▶ _Brief_: Among the following entries, say how many lines contain the word "Республики"; the answer is a number and nothing else.

▶ _Task data_:
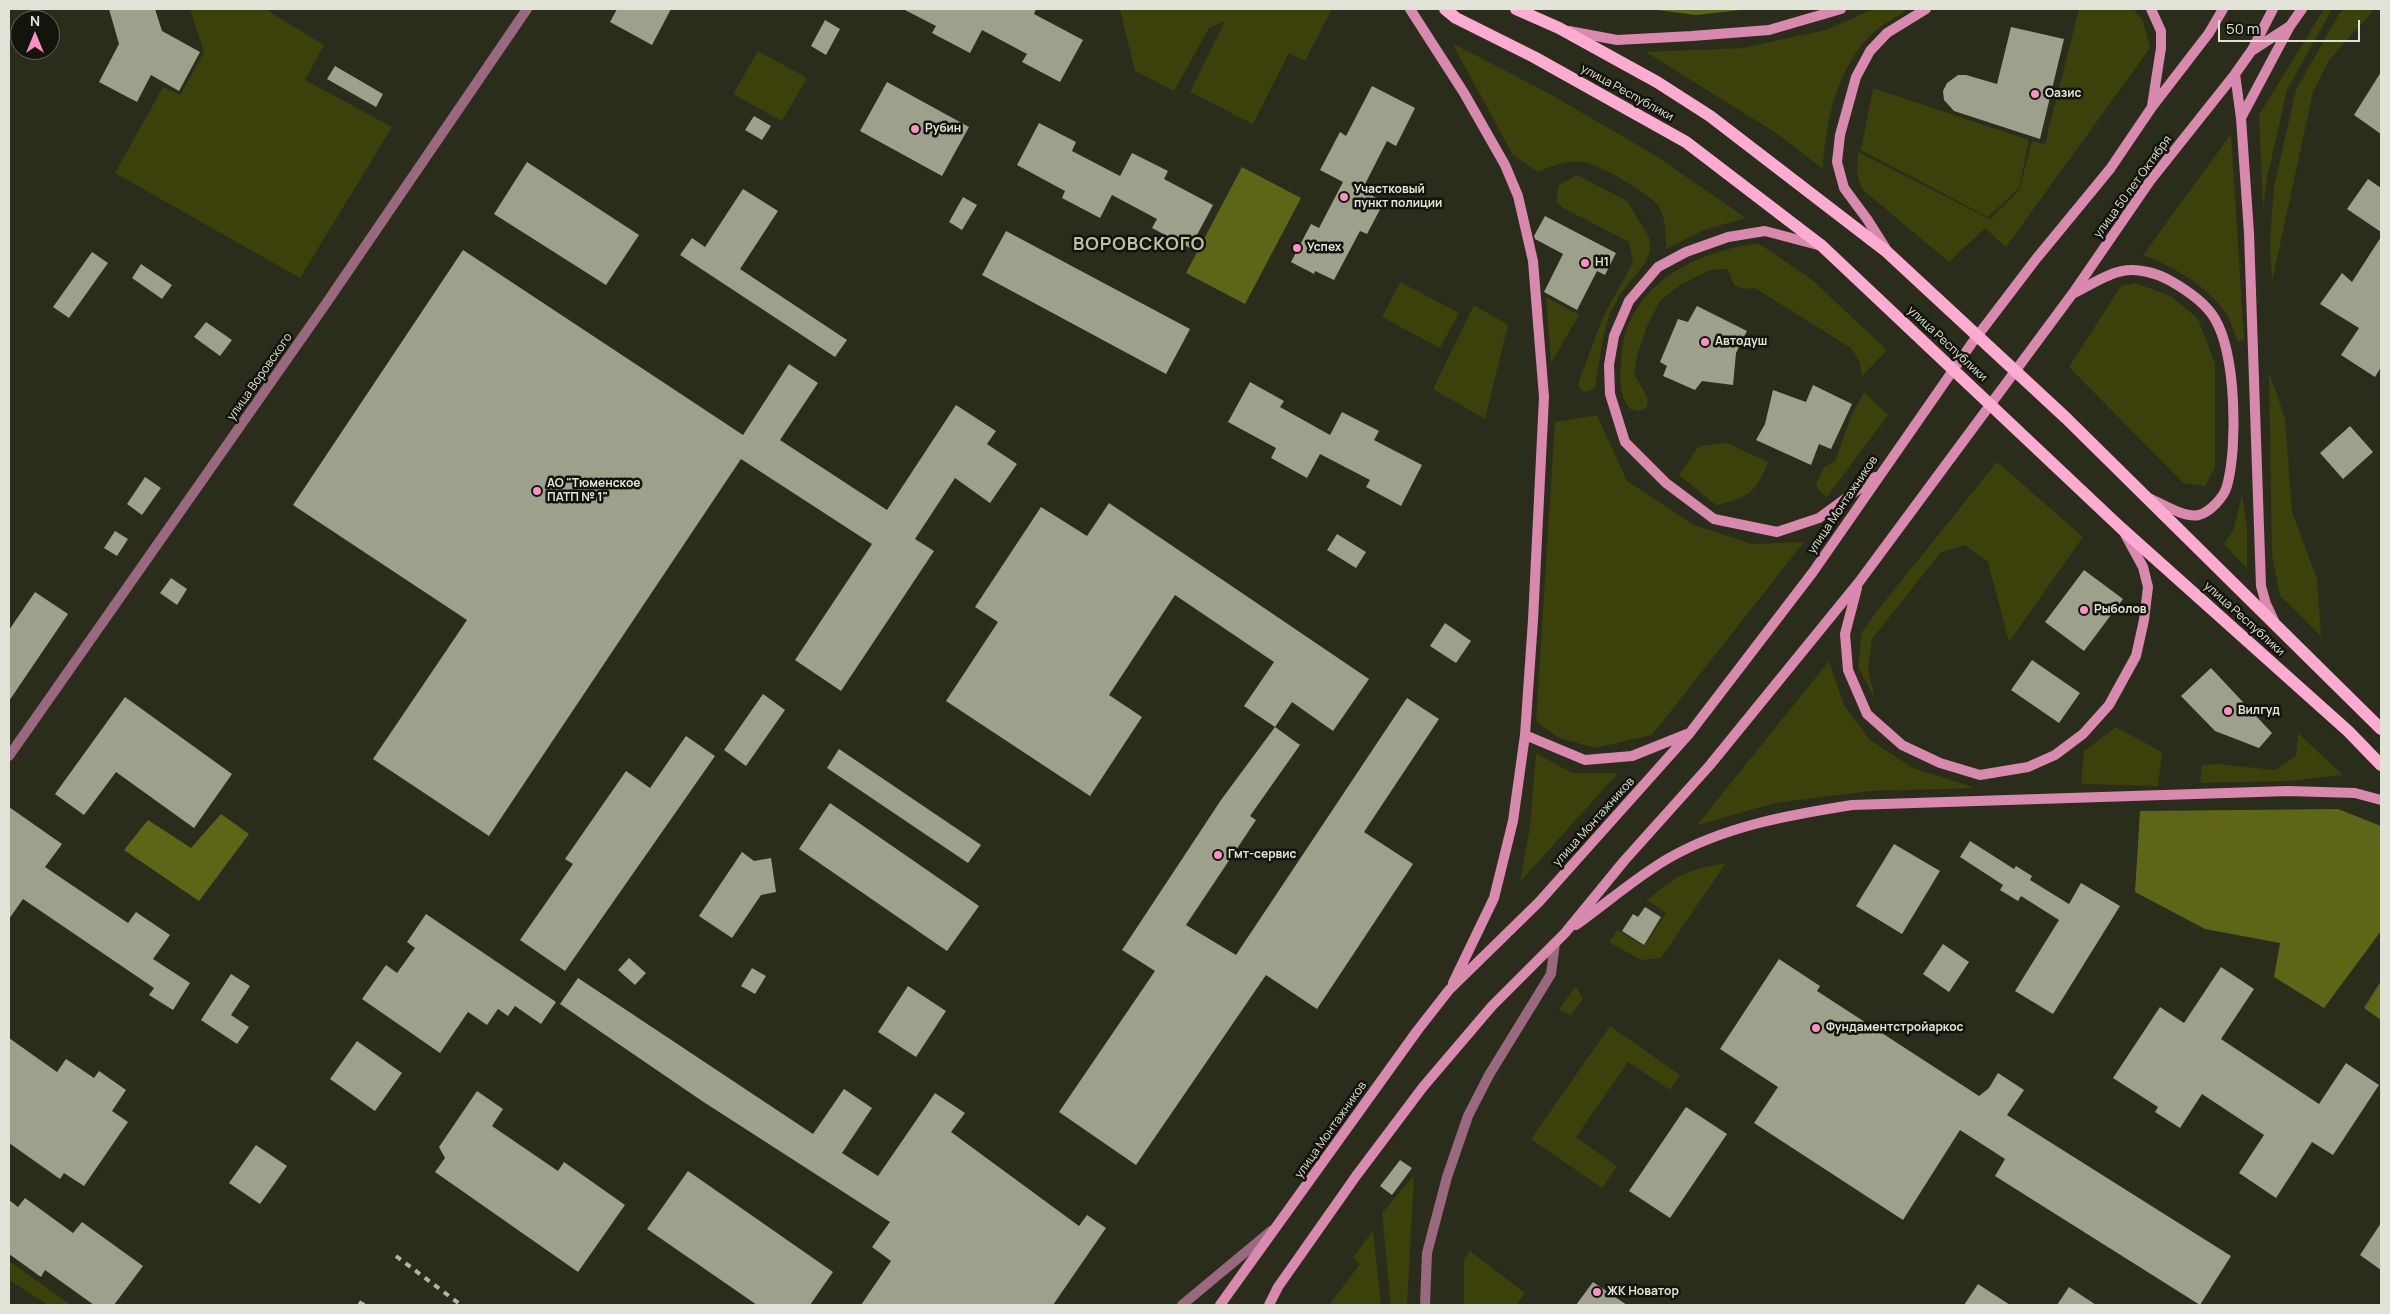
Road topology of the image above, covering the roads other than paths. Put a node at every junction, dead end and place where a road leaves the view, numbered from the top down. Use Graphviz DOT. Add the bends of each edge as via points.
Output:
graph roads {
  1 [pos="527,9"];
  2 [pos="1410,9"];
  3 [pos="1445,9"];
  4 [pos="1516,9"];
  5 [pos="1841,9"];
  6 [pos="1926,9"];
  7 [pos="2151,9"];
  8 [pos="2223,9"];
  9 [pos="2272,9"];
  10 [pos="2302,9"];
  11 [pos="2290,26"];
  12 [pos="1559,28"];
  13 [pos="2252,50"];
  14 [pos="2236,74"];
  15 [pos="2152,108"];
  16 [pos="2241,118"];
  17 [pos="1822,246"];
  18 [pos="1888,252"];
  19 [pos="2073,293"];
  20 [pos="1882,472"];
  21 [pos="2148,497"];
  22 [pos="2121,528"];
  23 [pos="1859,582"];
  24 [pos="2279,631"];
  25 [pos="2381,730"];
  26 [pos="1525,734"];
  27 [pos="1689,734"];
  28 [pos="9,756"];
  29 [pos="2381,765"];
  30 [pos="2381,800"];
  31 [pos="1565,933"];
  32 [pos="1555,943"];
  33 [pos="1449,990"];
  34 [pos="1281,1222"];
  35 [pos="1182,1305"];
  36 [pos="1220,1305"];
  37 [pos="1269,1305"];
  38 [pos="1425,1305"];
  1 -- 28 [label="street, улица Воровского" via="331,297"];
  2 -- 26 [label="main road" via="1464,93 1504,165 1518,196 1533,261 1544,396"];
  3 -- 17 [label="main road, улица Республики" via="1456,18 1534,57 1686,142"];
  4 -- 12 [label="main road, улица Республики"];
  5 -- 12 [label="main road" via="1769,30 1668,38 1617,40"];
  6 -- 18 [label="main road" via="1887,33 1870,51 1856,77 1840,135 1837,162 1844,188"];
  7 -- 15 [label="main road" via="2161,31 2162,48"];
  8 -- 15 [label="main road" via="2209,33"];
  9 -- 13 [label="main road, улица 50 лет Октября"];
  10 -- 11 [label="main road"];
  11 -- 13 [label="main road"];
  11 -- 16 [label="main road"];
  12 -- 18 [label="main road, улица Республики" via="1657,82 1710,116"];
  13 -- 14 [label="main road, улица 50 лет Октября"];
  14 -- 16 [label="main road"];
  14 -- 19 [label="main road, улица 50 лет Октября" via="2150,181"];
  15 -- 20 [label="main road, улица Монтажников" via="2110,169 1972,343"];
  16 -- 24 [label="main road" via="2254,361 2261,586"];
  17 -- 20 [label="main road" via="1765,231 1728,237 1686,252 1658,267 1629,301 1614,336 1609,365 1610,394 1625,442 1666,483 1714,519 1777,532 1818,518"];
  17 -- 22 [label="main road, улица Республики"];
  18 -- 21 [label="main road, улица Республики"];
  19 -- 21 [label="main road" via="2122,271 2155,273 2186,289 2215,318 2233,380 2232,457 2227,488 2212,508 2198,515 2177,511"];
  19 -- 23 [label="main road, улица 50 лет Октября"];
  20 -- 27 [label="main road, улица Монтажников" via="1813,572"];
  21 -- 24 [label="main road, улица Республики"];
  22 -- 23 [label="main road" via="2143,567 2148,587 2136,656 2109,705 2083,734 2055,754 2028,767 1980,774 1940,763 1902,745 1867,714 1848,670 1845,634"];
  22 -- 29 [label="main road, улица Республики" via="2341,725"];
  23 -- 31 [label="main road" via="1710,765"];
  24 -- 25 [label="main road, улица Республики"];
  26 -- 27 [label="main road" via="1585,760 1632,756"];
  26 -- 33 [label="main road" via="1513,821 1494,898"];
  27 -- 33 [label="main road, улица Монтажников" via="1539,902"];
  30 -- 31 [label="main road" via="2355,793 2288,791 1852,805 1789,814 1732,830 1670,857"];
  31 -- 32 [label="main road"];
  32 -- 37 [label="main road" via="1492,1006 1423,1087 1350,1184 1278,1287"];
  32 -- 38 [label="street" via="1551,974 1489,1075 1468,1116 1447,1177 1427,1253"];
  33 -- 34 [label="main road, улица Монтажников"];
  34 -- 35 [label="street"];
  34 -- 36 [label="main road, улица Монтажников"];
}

▶ _Task answer_: 8